I want to to find a upper bound for

$$\Delta_n = \Big | \prod_{i=0}^{n-1}[1+a_i\sin(b_i\pi z_n) -\prod_{i=0}^{n-1}[1+a_i\sin(b_i\pi y_n)- \sigma_i]\Big|$$

Where $\{a_n\}_{n\in\mathbb{N}}$ an $\{b_n\}_{n\in\mathbb{N}}$ are real number sequences such that

$$ \sum a_n < \infty\;\;\;\;\text{and }\;\;\;\; b_n = \prod_{i=0}^{n}p_i,$$

$\{p_n\}_{n\in\mathbb{N}}$ is a prime sequence such that

$$ \lim_{n\to\infty}\frac{2^n}{a_n p_n} = 0.$$

Johan Thim proved [2] that $$\Delta_n \leq \frac{b\pi}{p_n}2^{n-2},$$

by the following: Define the constants

$$ a = \prod_{i=0}^{\infty}(1 - a_i)\;\;\;\;\text{ and }\;\;\;\; b=\prod_{i=0}^{\infty}(1+a_i).$$

and the partial products $$ w_n(x) = \prod_{i=0}^{n}[1+a_i\sin(b_i\pi x)].$$

Given a natural $k>n$, the quotient $b_k/b_n$ is a even integer.

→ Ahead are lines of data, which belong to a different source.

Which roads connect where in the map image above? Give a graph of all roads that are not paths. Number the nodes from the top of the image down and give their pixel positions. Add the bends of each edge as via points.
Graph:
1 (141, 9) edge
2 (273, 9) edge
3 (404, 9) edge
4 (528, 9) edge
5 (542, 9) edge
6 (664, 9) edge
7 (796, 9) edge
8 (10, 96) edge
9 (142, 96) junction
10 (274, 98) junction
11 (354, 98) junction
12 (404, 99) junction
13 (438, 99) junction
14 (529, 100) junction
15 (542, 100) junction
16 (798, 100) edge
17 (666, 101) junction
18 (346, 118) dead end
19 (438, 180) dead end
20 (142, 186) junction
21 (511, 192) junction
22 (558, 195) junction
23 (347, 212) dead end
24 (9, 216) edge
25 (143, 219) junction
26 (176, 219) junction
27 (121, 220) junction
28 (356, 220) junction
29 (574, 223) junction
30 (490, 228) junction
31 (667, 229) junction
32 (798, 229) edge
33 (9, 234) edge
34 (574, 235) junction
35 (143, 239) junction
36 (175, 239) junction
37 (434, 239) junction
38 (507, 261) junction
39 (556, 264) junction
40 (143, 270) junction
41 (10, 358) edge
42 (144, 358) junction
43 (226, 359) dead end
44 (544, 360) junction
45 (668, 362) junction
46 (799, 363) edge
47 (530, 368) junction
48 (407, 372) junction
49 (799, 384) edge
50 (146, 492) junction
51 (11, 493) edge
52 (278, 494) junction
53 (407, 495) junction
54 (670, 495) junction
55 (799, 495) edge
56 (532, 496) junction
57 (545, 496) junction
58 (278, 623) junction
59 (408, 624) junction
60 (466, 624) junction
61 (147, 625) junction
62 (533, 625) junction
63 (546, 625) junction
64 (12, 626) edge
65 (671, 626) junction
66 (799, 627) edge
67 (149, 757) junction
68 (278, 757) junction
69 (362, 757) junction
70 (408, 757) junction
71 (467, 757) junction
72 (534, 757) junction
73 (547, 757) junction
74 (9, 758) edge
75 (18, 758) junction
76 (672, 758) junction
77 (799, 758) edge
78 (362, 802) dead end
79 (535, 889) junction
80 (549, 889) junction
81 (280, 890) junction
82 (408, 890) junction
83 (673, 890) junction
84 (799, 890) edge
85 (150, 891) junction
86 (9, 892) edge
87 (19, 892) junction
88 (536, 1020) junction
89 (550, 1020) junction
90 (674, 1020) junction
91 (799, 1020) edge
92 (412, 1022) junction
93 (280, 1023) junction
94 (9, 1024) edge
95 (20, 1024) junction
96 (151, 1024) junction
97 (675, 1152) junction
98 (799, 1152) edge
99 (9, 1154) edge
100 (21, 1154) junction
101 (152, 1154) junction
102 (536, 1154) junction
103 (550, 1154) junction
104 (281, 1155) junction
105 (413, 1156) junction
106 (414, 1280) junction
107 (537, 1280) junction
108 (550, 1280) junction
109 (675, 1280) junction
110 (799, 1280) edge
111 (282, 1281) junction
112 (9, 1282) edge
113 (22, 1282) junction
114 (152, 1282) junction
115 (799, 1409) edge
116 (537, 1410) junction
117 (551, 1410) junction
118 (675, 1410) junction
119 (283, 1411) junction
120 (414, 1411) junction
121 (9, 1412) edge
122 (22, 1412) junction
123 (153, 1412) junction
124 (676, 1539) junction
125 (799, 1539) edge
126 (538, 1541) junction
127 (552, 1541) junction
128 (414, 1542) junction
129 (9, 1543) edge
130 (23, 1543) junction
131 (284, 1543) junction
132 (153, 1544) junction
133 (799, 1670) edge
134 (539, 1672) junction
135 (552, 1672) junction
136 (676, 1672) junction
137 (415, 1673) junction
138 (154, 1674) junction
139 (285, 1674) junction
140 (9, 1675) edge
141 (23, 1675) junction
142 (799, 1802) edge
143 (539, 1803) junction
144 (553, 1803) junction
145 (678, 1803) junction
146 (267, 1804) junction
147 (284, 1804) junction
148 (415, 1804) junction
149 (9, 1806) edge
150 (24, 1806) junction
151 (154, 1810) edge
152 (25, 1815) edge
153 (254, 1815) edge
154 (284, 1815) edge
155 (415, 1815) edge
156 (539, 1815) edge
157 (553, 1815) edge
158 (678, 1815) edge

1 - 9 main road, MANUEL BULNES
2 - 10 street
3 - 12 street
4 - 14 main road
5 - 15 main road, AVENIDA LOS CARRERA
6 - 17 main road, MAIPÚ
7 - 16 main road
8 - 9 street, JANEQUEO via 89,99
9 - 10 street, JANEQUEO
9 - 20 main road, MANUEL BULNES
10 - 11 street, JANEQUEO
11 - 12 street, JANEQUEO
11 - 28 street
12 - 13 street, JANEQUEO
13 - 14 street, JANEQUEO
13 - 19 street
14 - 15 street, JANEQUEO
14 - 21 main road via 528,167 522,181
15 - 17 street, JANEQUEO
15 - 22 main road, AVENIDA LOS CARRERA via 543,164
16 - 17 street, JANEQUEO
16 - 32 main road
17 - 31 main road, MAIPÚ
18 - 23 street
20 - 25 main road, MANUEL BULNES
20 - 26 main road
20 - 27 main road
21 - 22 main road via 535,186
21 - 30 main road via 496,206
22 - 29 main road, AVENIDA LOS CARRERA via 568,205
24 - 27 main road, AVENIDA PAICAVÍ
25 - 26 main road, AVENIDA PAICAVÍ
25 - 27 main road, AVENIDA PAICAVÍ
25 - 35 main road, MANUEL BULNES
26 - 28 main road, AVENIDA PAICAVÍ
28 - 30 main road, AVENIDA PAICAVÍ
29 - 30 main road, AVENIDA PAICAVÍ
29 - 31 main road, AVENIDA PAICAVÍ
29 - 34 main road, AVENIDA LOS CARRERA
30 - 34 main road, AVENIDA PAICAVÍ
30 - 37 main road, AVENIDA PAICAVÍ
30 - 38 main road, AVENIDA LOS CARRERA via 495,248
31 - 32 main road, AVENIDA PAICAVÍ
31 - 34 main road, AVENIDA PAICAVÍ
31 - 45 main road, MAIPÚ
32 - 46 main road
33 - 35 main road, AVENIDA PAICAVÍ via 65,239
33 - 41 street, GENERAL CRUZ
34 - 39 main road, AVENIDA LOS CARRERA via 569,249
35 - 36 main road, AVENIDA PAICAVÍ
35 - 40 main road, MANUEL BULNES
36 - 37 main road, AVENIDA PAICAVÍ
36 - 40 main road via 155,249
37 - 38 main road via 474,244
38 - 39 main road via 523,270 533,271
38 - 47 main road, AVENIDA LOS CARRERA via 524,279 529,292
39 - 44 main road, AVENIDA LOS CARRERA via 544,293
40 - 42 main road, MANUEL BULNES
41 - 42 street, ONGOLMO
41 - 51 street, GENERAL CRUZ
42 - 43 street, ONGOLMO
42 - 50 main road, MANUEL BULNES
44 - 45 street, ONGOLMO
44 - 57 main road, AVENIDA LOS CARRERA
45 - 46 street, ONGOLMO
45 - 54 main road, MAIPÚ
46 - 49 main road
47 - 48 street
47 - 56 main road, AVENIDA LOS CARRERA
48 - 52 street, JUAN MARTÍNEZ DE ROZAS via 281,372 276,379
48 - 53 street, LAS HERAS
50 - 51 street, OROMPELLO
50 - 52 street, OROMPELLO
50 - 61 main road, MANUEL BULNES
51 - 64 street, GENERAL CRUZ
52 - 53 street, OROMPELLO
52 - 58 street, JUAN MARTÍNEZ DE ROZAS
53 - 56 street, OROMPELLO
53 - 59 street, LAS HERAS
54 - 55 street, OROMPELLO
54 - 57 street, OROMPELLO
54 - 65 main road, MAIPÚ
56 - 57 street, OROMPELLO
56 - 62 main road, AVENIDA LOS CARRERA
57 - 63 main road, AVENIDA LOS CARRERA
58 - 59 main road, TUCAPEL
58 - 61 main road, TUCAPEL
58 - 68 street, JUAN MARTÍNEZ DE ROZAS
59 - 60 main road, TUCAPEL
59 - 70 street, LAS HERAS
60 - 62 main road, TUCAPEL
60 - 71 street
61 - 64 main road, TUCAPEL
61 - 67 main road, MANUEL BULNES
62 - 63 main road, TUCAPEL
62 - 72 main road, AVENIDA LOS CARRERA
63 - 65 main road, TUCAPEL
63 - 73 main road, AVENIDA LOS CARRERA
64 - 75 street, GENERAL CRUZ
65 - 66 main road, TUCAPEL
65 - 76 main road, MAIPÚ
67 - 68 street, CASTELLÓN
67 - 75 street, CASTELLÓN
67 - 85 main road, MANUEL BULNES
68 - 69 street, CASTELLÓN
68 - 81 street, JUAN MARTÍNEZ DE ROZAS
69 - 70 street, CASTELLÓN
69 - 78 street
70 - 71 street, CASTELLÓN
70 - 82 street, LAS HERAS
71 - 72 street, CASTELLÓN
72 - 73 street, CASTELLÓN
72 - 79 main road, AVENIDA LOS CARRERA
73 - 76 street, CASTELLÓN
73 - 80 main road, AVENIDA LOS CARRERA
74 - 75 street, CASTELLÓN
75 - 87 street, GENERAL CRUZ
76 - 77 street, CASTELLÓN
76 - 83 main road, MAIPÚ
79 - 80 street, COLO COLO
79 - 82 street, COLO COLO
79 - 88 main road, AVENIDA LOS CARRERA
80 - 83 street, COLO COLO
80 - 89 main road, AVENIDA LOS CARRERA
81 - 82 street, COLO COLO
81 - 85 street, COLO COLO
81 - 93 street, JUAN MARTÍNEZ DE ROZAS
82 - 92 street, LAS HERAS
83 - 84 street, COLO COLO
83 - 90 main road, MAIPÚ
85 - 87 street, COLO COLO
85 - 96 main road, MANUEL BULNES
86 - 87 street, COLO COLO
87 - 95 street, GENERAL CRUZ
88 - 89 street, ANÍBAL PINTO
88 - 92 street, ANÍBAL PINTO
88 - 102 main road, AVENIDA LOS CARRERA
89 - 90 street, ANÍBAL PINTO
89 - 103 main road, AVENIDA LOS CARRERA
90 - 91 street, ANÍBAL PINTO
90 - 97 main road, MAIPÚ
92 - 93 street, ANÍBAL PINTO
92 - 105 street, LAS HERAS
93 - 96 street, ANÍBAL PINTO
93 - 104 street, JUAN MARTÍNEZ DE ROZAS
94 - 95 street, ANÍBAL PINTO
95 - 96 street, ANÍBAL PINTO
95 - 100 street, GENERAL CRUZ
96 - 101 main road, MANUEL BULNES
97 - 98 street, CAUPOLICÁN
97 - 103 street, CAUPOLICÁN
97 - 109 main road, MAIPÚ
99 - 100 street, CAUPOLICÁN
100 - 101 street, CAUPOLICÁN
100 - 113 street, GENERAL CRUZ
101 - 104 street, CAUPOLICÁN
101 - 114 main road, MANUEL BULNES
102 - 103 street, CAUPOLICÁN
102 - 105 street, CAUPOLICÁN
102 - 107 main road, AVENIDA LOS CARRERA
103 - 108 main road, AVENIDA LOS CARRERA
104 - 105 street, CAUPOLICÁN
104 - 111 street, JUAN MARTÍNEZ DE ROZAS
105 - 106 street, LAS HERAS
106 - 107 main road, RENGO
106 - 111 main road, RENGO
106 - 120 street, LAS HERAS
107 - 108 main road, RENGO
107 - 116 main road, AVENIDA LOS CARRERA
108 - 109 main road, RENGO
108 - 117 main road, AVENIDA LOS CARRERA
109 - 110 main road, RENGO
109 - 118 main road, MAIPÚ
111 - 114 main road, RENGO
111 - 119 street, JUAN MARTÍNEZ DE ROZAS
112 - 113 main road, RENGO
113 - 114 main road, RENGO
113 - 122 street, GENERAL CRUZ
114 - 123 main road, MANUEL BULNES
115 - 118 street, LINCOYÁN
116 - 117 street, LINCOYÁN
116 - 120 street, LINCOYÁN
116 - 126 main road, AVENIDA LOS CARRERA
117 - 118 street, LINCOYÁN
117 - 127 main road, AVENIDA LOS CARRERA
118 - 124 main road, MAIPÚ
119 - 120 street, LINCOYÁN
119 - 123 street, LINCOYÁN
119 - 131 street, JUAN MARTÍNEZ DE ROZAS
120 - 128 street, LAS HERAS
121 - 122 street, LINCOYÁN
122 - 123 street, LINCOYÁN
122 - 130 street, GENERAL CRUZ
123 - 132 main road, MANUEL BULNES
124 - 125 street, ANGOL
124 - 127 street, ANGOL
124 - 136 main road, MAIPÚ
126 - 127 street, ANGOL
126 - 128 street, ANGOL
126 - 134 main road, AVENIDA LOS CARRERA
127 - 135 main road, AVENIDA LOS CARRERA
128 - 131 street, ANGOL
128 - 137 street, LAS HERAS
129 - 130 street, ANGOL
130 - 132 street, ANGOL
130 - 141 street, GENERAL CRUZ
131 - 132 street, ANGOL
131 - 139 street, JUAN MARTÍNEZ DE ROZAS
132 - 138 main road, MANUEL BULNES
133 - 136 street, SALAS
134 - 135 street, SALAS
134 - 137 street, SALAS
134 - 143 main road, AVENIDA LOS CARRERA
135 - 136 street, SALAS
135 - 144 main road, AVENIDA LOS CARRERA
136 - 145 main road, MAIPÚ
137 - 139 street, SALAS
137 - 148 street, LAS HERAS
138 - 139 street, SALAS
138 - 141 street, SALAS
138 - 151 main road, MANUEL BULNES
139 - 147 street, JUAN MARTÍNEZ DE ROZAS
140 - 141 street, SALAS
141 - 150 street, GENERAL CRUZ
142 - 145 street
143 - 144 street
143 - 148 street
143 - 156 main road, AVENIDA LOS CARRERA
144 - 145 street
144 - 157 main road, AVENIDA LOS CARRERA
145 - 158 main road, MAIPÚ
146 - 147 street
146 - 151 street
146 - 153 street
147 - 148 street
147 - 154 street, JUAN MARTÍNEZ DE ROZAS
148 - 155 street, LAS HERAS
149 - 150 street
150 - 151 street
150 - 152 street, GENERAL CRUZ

Thus, for some $r_k\in\mathbb{Z}$,

$$ \sin(b_k\pi y_n) = \sin(2r_k\pi(q_n+1)) = 0 \;\text{ and }\; \sin(b_k\pi z_n) = \sin(2r_k\pi(q_n + 3/2)) = 0.$$

And $k=n$, we have $$ \sin(b_k \pi y_n) = 0\;\;\text{ and }\;\; \sin(b_k\pi z_n) = -(-1)^{q_n}.$$

Therefore, $$ \Delta_n = W_{n-1}(z_n)[(1+a_n\sin(b_n\pi z_n))] - W_{n-1}(y_n)[(1+a_n\sin(b_n\pi y_n))]=$$ $$ = W_{n-1}(z_n) - W_{n-1}(y_n) - (-1)^{q_n}(z_n)[1+a_n\sin(b_n \pi z_n)]$$

I understood everything until here. The trouble comes with the following steps:

Thus, there is a $\sigma_k\in\mathbb{R}$ such that

$$a_k\sin(b_k\pi z_n) = a_k\sin(b_k\pi y_n) + \sigma_k.$$

and for $|W_{n-1}(z_n) - W_{n-1}(y_n)|$, it's true that

$$|W_{n-1}(z_n) - W_{n-1}(y_n)| = \Big | \prod_{i=0}^{n-1}[1+a_i\sin(b_i\pi z_n) -\prod_{i=0}^{n-1}[1+a_i\sin(b_i\pi y_n)- \sigma_i]\Big| = $$ $$ = \Big | \sum_{i=0}^{2^{n-1}-1}\sigma_ {l_i}\big( \prod_{j\in I_i}\sigma_j\big)\big( \prod_{j\in J_i}[1+a_j\sin(b_j\pi y_n)]\big)\Big | \leq \frac{\pi}{2p_n} \sum_{i=0}^{2^{n-1}-1} \Big (\prod_{j\in J_i}|1+a_j|\Big)\leq \frac{b\pi}{2p_n}(2^{n-1}-1)\leq\frac{b\pi}{p_n}2^{n-2} $$

For $I_i, J_i\subseteq \mathbb{N}$ and some natural $l_i$. Therefore $$ |\Delta_n|\leq a_n\Big(a - \frac{2^{n-2}}{a_n p_n}b\pi\Big) $$

My question is concerning the step in which Thim states the equality

$$\Big | \prod_{i=0}^{n-1}[1+a_i\sin(b_i\pi z_n) -\prod_{i=0}^{n-1}[1+a_i\sin(b_i\pi y_n)- \sigma_i]\Big| = $$ $$ = \Big | \sum_{i=0}^{2^{n-1}-1}\sigma_ {l_i}\big( \prod_{j\in I_i}\sigma_j\big)\big( \prod_{j\in J_i}[1+a_j\sin(b_j\pi y_n)]\big)\Big |.$$

Why is that true?


[1] - Wen, Liu : A Nowhere Differentiable Continuous Function Constructed by Infinite Products - The American Mathematical Monthly, Vol. 109, No. 4 (Apr., 2002), pp. 378-380.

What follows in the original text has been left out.